The UK has similarly trod the path of Revolution and Restoration, principally around Brexit. Like the Tea Party, the revolutionary conservative movements in the UK had big business backers pouring money into UKIP and then the Brexit party. The partial ‘UKIPisation’ of the Conservative party culminating in Boris Johnson’s leadership looked to be setting itself up for a similar war against the establishment.
It came into unprecedented conflict with the judiciary over Johnson’s suspension of Parliament in September 2019. When Johnson triumphed in the General Election of 2019 his consigliere Dominic Cummings promised to launch an attack on the civil service in a sign that the conservative revolution was not over having got Brexit ‘done’. Yet a little over a week after Trump lost the Presidential election in November 2020, Cummings was out of Downing Street, not co-incidentally. The conservative revolution across the Atlantic, with which the UK version is inextricably connected, looked to have stalled.

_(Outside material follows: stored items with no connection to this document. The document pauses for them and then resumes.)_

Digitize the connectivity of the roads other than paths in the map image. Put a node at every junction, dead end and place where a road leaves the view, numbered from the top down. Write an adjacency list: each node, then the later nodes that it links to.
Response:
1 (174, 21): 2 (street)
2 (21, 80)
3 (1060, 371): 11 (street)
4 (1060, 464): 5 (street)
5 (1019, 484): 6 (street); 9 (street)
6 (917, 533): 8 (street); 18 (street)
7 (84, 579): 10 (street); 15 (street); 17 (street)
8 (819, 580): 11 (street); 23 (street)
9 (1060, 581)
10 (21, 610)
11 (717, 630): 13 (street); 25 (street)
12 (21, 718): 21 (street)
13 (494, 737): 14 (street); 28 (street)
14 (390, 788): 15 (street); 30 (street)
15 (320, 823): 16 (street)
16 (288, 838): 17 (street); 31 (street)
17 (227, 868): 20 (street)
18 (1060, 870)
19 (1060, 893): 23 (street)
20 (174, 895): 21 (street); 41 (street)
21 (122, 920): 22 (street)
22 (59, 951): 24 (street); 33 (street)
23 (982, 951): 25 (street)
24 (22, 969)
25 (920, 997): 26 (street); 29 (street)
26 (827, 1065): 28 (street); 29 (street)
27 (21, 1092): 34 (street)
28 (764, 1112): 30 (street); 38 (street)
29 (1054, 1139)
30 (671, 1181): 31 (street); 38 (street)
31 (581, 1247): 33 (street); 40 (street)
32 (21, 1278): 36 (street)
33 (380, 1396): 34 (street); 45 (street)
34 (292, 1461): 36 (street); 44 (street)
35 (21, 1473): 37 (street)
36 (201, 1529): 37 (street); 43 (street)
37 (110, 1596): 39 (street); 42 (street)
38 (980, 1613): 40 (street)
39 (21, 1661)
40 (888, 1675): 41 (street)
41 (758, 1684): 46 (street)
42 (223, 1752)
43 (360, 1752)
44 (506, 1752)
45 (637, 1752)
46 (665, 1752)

For the left though it is important to hold onto both ends of Gramsci’s couplet. If one only looks at the Revolution end, then it is likely that the left underestimates the extent to which a disruptive revolt is already strongly under the leadership of the dominant class and underestimate the extent of the work the left would need to do to change the direction of the revolt. Arguably some of those few currents on the left that advocated leaving the EU, fell into this trap.
But if we only look at the Restoration end of the couplet, pointing out how the agenda being advanced is indeed a low-tax and even lighter regulation of advanced capitalism than we already have, then we are likely to underestimate the genuine if misplaced desire for change which the right are tapping into. This was the main trap which liberalism and the left which it has dominated intellectually and politically, fell into around Brexit. It ended up in a defence of the status quo and had literally nothing to offer to channel the hopes millions had invested in a change of direction. Instead they concentrated on the reality that these hopes were misplaced (the Restoration pole) and ignored the desire for some kind of rebellion, leaving the terrain clear for the right to dominate.
Whether the conservative revolutionary movement has actually petered out is unlikely. With the capitalist system on life support and no sign that liberalism has understood that the status quo ante merely generates Trump the sequel, the revolutionaries of the right are likely to return. In the UK, Johnson has for the moment tip-toed back from embracing Trump’s chaos theory of leadership. There is a tilt towards a more familiar form of Restoration. But the forces that unleashed Revolution are still in play and the historical possibilities for the main players remain fluid. The question is, can the left stop being a spectator to events?